Escrevendo com a necessária clareza

Há algum tempo penso em escrever este artigo. No entanto, o receio de não ser compreendido e a forte possibilidade de parecer um ridículo dono da verdade me levaram a postergar a escrita e a divulgação.

O que me apavora neste nosso destroçado Brasil é que atitudes e pensamentos óbvios não são sequer considerados pelas elites, pela mídia, pelos detentores do poder. As elites, intelectual e moralmente pobres, de onde se poderia esperar uma reação ao desatino coletivo, parece gostar do que está acontecendo, estendendo suas teias de poder e de suas possibilidades de lucros.

Que o presidente Temer e o senador Aécio devem renunciar, que os parlamentares e autoridades do Poder Executivo indiciados pela Justiça devem se licenciar para facilitar as apurações, que as eleições devem ser antecipadas para melhorar o nível de legitimidade do Estado brasileiro, atualmente em frangalhos, é o “obvio ululante”, como diria Nelson Rodrigues.
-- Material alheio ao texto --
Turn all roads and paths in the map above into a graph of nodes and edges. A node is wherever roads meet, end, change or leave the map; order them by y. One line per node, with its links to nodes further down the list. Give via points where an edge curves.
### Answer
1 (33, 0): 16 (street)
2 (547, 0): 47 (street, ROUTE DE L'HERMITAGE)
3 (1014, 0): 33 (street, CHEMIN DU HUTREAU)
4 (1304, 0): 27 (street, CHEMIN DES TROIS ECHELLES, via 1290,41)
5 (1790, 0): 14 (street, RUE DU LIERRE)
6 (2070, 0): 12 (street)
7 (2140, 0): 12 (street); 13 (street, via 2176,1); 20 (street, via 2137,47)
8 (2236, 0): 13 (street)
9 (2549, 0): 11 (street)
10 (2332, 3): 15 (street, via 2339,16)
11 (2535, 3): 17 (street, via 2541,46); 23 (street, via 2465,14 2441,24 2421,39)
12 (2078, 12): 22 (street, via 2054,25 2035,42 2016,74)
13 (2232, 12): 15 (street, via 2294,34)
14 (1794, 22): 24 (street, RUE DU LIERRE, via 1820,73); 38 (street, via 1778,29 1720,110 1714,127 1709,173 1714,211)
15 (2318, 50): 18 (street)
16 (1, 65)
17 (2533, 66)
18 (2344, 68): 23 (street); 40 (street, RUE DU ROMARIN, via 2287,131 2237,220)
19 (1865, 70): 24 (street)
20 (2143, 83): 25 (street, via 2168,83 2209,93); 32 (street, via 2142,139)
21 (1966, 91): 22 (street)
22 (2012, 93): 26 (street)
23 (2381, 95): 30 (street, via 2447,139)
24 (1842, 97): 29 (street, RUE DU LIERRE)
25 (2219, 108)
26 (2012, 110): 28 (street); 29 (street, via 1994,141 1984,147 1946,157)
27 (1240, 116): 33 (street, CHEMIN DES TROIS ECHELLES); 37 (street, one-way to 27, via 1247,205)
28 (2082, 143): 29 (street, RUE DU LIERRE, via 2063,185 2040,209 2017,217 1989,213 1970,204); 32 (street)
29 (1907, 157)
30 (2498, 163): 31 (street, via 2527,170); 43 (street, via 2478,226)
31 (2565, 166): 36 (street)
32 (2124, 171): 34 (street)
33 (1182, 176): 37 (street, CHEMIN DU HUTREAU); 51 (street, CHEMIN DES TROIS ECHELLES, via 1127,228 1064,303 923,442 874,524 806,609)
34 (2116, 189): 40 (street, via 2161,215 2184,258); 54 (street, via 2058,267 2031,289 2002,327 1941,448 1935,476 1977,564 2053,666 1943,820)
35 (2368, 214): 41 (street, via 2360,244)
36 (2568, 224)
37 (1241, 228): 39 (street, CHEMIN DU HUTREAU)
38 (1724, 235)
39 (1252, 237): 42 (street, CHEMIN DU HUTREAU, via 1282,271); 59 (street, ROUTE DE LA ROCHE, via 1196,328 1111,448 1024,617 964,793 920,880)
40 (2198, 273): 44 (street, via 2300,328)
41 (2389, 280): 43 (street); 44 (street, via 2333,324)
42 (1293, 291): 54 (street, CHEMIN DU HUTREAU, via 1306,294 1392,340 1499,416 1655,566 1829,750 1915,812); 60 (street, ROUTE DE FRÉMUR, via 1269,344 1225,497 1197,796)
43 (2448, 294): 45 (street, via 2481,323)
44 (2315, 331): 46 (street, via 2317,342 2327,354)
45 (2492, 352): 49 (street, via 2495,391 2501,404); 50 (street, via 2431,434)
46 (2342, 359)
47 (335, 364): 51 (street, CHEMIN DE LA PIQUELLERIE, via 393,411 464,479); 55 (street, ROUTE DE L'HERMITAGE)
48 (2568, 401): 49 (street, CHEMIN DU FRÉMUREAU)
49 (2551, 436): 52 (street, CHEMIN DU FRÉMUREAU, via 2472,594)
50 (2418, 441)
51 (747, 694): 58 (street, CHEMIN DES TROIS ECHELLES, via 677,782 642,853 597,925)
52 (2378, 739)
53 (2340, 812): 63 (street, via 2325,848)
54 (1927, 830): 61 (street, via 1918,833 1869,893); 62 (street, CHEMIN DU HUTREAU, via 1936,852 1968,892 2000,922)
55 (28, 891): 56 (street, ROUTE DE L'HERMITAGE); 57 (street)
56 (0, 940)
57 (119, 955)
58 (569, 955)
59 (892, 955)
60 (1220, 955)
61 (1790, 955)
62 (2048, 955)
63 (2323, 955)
Basta prestar honesta e inteligente atenção para o que o povo está dizendo, com irritação crescente, nas filas, nos transportes coletivos, nos encontros, nas redes sociais, onde de forma espontânea, sem análises sofisticadas, expressam o que pensam e sentem: nojo e repulsa pelos políticos, descrença nas instituições democráticas, com muita raiva beirando o ódio.

Sem a confiança da maioria da população nas instituições republicanas, democráticas, nada de bom e de duradouro poderá ser edificado.

Estamos perigosamente próximos de uma confrontação física, que poderá ser entendida como um basta radical do povo à situação amoral e anárquica que tomou conta do país. Não há possibilidades de demagógicos acordos para garantir a governabilidade, pois esta já não existe. Os proponentes e participantes ou estão envolvidos nas falcatruas, ou quase todos não merecem mais a confiança do povo. Esses atores desacreditados precisam se convencer que devem sumir de cena, para não irritar mais a população com o deboche das suas presenças. O povo quer, exige, caras novas honestas e competentes.

Quando a ira do povo explodir nas ruas, por falta de alternativa para a demonstração do seu desagrado, o que vai se fazer? Chamar as forças armadas para conter a população? Esperar que as Igrejas restaurem a paz social com seus apelos que não ecoam mais numa sociedade afastada das religiões?

São 14 milhões de desempregados, um sistema econômico que não investe, sem sinais consistentes e honestos de recuperação. Que o bando dirigente entenda que a antecipação, urgente, das eleições é a única saída política possível e aceitável para a restauração da legitimidade do poder republicano. O contrário será o caos.